(Stored data)
=======

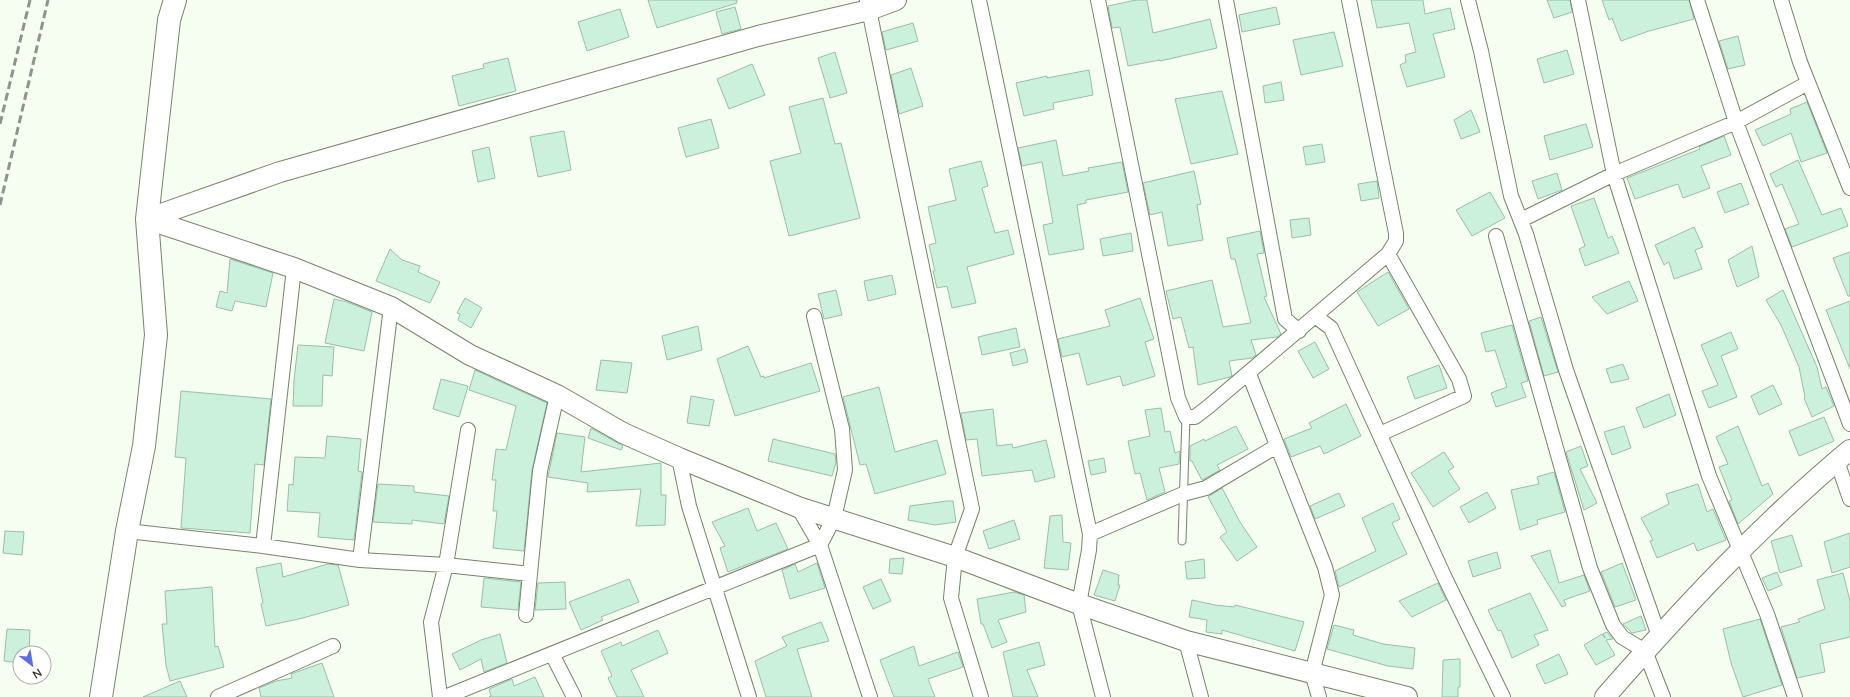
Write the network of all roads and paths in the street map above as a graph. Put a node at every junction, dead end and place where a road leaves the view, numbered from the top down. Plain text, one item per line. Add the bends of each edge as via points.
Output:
1 (175, 0) edge
2 (896, 0) edge
3 (979, 0) edge
4 (1098, 0) edge
5 (1226, 0) edge
6 (1349, 0) edge
7 (1468, 0) edge
8 (1578, 0) edge
9 (1696, 0) edge
10 (1781, 0) edge
11 (868, 5) edge
12 (1808, 82) junction
13 (1736, 122) junction
14 (1614, 174) junction
15 (1850, 188) edge
16 (147, 219) junction
17 (1521, 220) junction
18 (1496, 236) dead end
19 (1388, 254) junction
20 (294, 268) junction
21 (391, 306) junction
22 (814, 316) dead end
23 (1315, 316) junction
24 (1298, 330) junction
25 (1249, 374) junction
26 (557, 395) junction
27 (1186, 417) junction
28 (1850, 424) edge
29 (468, 430) dead end
30 (1380, 434) junction
31 (1277, 446) junction
32 (1844, 456) edge
33 (679, 458) junction
34 (1183, 494) junction
35 (1850, 499) edge
36 (798, 507) junction
37 (834, 518) junction
38 (127, 531) junction
39 (1090, 534) junction
40 (1182, 541) dead end
41 (820, 545) junction
42 (263, 546) junction
43 (1740, 552) junction
44 (955, 557) junction
45 (360, 560) junction
46 (446, 565) junction
47 (530, 574) junction
48 (716, 587) junction
49 (1079, 604) junction
50 (526, 615) dead end
51 (1659, 636) junction
52 (1186, 641) junction
53 (333, 646) dead end
54 (1645, 651) junction
55 (552, 654) junction
56 (1312, 673) junction
57 (101, 697) edge
58 (218, 697) edge
59 (440, 697) edge
60 (445, 697) edge
61 (574, 697) edge
62 (749, 697) edge
63 (870, 697) edge
64 (981, 697) edge
65 (1103, 697) edge
66 (1201, 697) edge
67 (1319, 697) edge
68 (1407, 697) edge
69 (1503, 697) edge
70 (1605, 697) edge
71 (1663, 697) edge
72 (1795, 697) edge

1 - 16 main road via 169,20
2 - 11 street
3 - 39 street
4 - 27 street via 1178,398
5 - 24 street via 1285,319
6 - 19 street via 1396,233 1396,241
7 - 17 street via 1511,196
8 - 14 street
9 - 13 street
10 - 12 street
11 - 16 street via 288,170
11 - 44 street via 972,509
12 - 13 street
12 - 15 street
13 - 14 street
13 - 28 street
14 - 17 street
14 - 43 street via 1709,476
16 - 20 street
16 - 38 main road via 156,335 144,446
17 - 51 street via 1566,370
18 - 54 street via 1596,582 1613,625 1622,637
19 - 23 street
19 - 30 street via 1459,380 1464,396
20 - 21 street
20 - 42 street
21 - 26 street via 470,355
21 - 45 street
22 - 37 street via 842,429 846,470
23 - 24 street
23 - 30 street via 1331,328
24 - 25 street
25 - 27 street via 1195,417
25 - 31 street
26 - 33 street via 623,433
26 - 47 street via 540,471
27 - 34 lane
29 - 46 street
30 - 69 street via 1444,576
31 - 34 street via 1206,488
31 - 56 street via 1325,567 1332,595
32 - 35 street
32 - 43 street via 1810,484
33 - 36 street
33 - 48 street via 689,506
34 - 39 street
34 - 40 lane
36 - 37 street
36 - 41 street
37 - 41 street
37 - 44 street
38 - 42 street
38 - 57 main road
39 - 49 street
41 - 48 street
41 - 63 street
42 - 45 street
43 - 51 street
43 - 72 street via 1767,614
44 - 49 street
44 - 64 street via 951,598
45 - 46 street
46 - 47 street
46 - 59 street via 431,622
47 - 50 street
48 - 55 street
48 - 62 street
49 - 52 street
49 - 65 street
51 - 54 street
52 - 56 street
52 - 66 street
53 - 58 street
54 - 70 street
54 - 71 street
55 - 60 street
55 - 61 street
56 - 67 street
56 - 68 street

=======

:: What is needed ::
Copy out all the records exactly as they read, and omit the pictures.

:: Worked solution ::
Write the network of all roads and paths in the street map above as a graph. Put a node at every junction, dead end and place where a road leaves the view, numbered from the top down. Plain text, one item per line. Add the bends of each edge as via points.
Output:
1 (175, 0) edge
2 (896, 0) edge
3 (979, 0) edge
4 (1098, 0) edge
5 (1226, 0) edge
6 (1349, 0) edge
7 (1468, 0) edge
8 (1578, 0) edge
9 (1696, 0) edge
10 (1781, 0) edge
11 (868, 5) edge
12 (1808, 82) junction
13 (1736, 122) junction
14 (1614, 174) junction
15 (1850, 188) edge
16 (147, 219) junction
17 (1521, 220) junction
18 (1496, 236) dead end
19 (1388, 254) junction
20 (294, 268) junction
21 (391, 306) junction
22 (814, 316) dead end
23 (1315, 316) junction
24 (1298, 330) junction
25 (1249, 374) junction
26 (557, 395) junction
27 (1186, 417) junction
28 (1850, 424) edge
29 (468, 430) dead end
30 (1380, 434) junction
31 (1277, 446) junction
32 (1844, 456) edge
33 (679, 458) junction
34 (1183, 494) junction
35 (1850, 499) edge
36 (798, 507) junction
37 (834, 518) junction
38 (127, 531) junction
39 (1090, 534) junction
40 (1182, 541) dead end
41 (820, 545) junction
42 (263, 546) junction
43 (1740, 552) junction
44 (955, 557) junction
45 (360, 560) junction
46 (446, 565) junction
47 (530, 574) junction
48 (716, 587) junction
49 (1079, 604) junction
50 (526, 615) dead end
51 (1659, 636) junction
52 (1186, 641) junction
53 (333, 646) dead end
54 (1645, 651) junction
55 (552, 654) junction
56 (1312, 673) junction
57 (101, 697) edge
58 (218, 697) edge
59 (440, 697) edge
60 (445, 697) edge
61 (574, 697) edge
62 (749, 697) edge
63 (870, 697) edge
64 (981, 697) edge
65 (1103, 697) edge
66 (1201, 697) edge
67 (1319, 697) edge
68 (1407, 697) edge
69 (1503, 697) edge
70 (1605, 697) edge
71 (1663, 697) edge
72 (1795, 697) edge

1 - 16 main road via 169,20
2 - 11 street
3 - 39 street
4 - 27 street via 1178,398
5 - 24 street via 1285,319
6 - 19 street via 1396,233 1396,241
7 - 17 street via 1511,196
8 - 14 street
9 - 13 street
10 - 12 street
11 - 16 street via 288,170
11 - 44 street via 972,509
12 - 13 street
12 - 15 street
13 - 14 street
13 - 28 street
14 - 17 street
14 - 43 street via 1709,476
16 - 20 street
16 - 38 main road via 156,335 144,446
17 - 51 street via 1566,370
18 - 54 street via 1596,582 1613,625 1622,637
19 - 23 street
19 - 30 street via 1459,380 1464,396
20 - 21 street
20 - 42 street
21 - 26 street via 470,355
21 - 45 street
22 - 37 street via 842,429 846,470
23 - 24 street
23 - 30 street via 1331,328
24 - 25 street
25 - 27 street via 1195,417
25 - 31 street
26 - 33 street via 623,433
26 - 47 street via 540,471
27 - 34 lane
29 - 46 street
30 - 69 street via 1444,576
31 - 34 street via 1206,488
31 - 56 street via 1325,567 1332,595
32 - 35 street
32 - 43 street via 1810,484
33 - 36 street
33 - 48 street via 689,506
34 - 39 street
34 - 40 lane
36 - 37 street
36 - 41 street
37 - 41 street
37 - 44 street
38 - 42 street
38 - 57 main road
39 - 49 street
41 - 48 street
41 - 63 street
42 - 45 street
43 - 51 street
43 - 72 street via 1767,614
44 - 49 street
44 - 64 street via 951,598
45 - 46 street
46 - 47 street
46 - 59 street via 431,622
47 - 50 street
48 - 55 street
48 - 62 street
49 - 52 street
49 - 65 street
51 - 54 street
52 - 56 street
52 - 66 street
53 - 58 street
54 - 70 street
54 - 71 street
55 - 60 street
55 - 61 street
56 - 67 street
56 - 68 street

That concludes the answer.